朝鮮最大のマグネサイト採掘地である龍陽鉱山(咸鏡南道端川市)の一部。別名「白金山」とも呼ばれる

 今年の新年3紙共同社説は、「経済発展の未来を見通し、地質探査事業を先行させながらエネルギーおよび資源開発を展望性を持って進めていく」という課題を提示した。

 共同社説には、その年の国の基本方針が示される。2000年以降、国家の全般的経済を早急に回復、発展させるために、先行部門(電力、石炭、金属、鉄道運輸)に対し国家的な力を注ぐことについて強調してきたが、地質探査に対する言及が登場したのは今年が初めてだ。

 国家資源開発指導局のキム・チョルス副局長(42)は、「20年、30年後の国の経済を見据えた具体的な表現だ」と話す。候補地に対する地質探査だけでも5年、その後の開発まで含めるとそれ以上の年数が必要となる。

 国家資源開発指導局は、国のすべての経済部門に必要な原料、燃料、資源に対する地質探査事業を行っている。炭鉱や鉱山を建設するための資源探査を行い、採掘の展望が確保された対象を国へ渡すまでが国家資源開発指導局の仕事となる。

 1950年代、朝鮮では国の全般地域に対する資源探査と、その結果をデータ化する作業が行われた。90年代に入ってからは衛星システムを導入、これによりいっそう信頼性が高く正確な探査が可能となり、新しい候補地も確保できるようになった。

 他のすべての部門がそうであるように、資源探査部門でも毎年国家レベルで事業方向が決められる。例えば06年は鉄鉱の探査を先行させており、今年は石炭と非鉄金属探査に重点が置かれた。

「錦繍江山」の国

キム・チョルス副局長

 「国家は常にこの部門に対する投資を優先させ、関心を払ってきた」(キム副局長)

 「苦難の行軍」と呼ばれる90年代後半の経済的試練の時期にも、探査部門に対する投資規模は縮小されなかった。

 「外国の専門家の中には、わが国のことを真の『錦繍江山』と呼ぶ人もいる」

 ある国は石油、ある国は石炭というふうに一国で特定の資源を有する場合が世界では一般的だが、「わが国には各種地下資源が均等に埋蔵されている」とキム副局長は説明する。
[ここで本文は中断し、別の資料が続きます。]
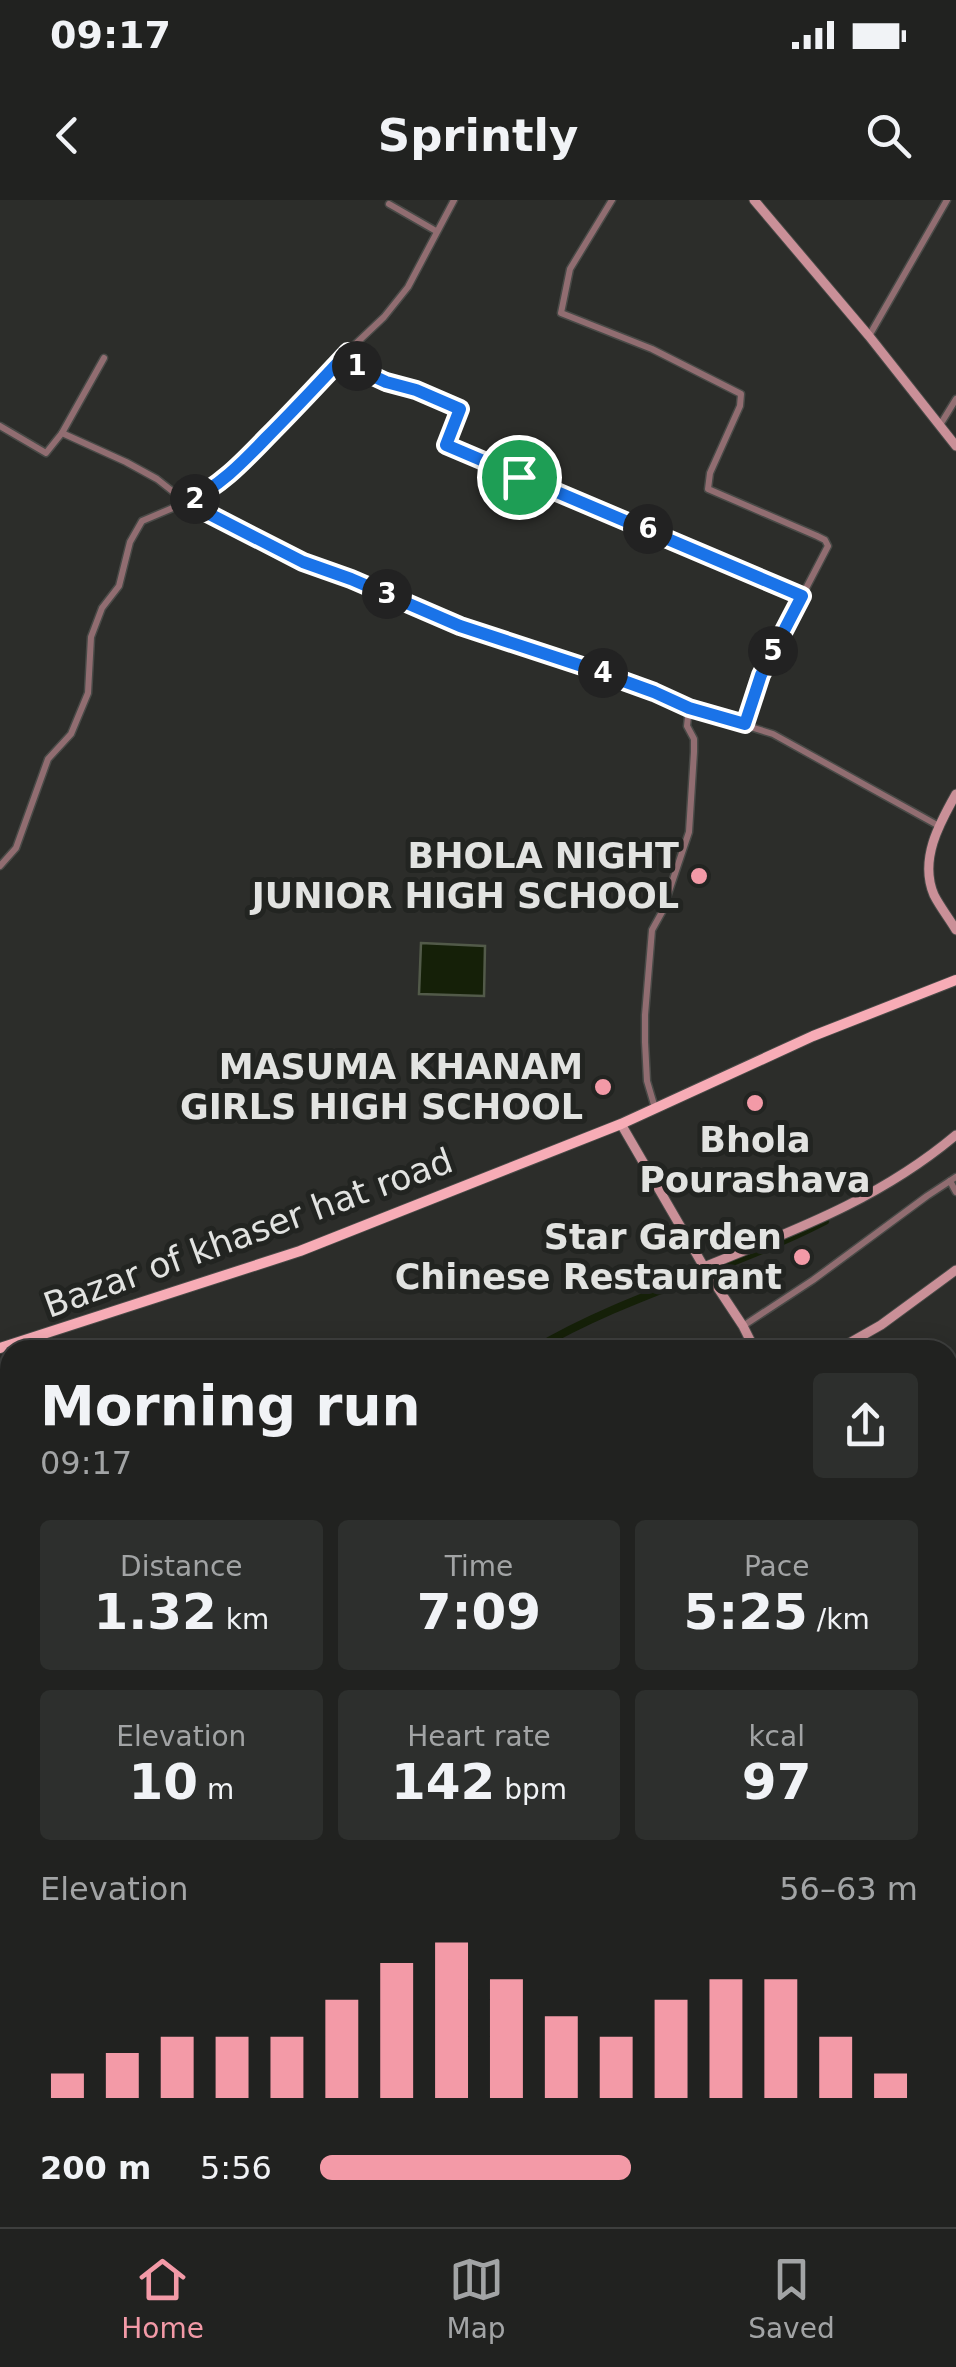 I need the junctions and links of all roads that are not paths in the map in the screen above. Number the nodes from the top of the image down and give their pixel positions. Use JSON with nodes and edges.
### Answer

 とくに鉛、亜鉛、銅、モリブデン、希有希土類のような「最先端工業で要求される資源がほとんどすべてある」という。

 探査技術の科学化が促進された結果、これまで小規模に確保してきていた希有希土類資源も、鉱山規模で工業化することができるようになった。キム副局長は、これら豊富な地下資源が「経済強国の建設を担保するもの」だと強調する。

 現在、北南朝鮮の間で軽工業および地下資源協力事業が行われている。中国をはじめ諸外国も朝鮮の地下資源に関心を示している。

 キム副局長によると、工業部門では国際協力が可能だが、資源探査部門ではいっさい他国との協力を行わないという。資源探査に関する問題は国家戦略と関連する極秘事項だからだ。

新たな資源確保を

 最近の主な探査対象地は咸鏡南道端川市の剣徳地区だ。年内に細部に至る精密な探査を行い、来年初頭にも資源の分布区域や埋蔵量などの細部データが総合されるという。

 また、炭鉱に対する探査事業も行っている。現在、朝鮮の基本燃料資源は石炭であるだけに、大きな力が注がれている。現在の年間消費量で計算すると、今後30余年にわたって燃料問題を解決できる量がすでに確保されているという。

 キム副局長は、「まだ国内で探し出せていない新種の資源、次世代に譲り渡す資源を探し出すのがわれわれの義務」だと話す。朝鮮の複雑な地質状態を考えれば、新たな資源が発掘される可能性は未知数だが、現在、資源確保をより高い確率で行うための独自のプログラム開発に力を入れている。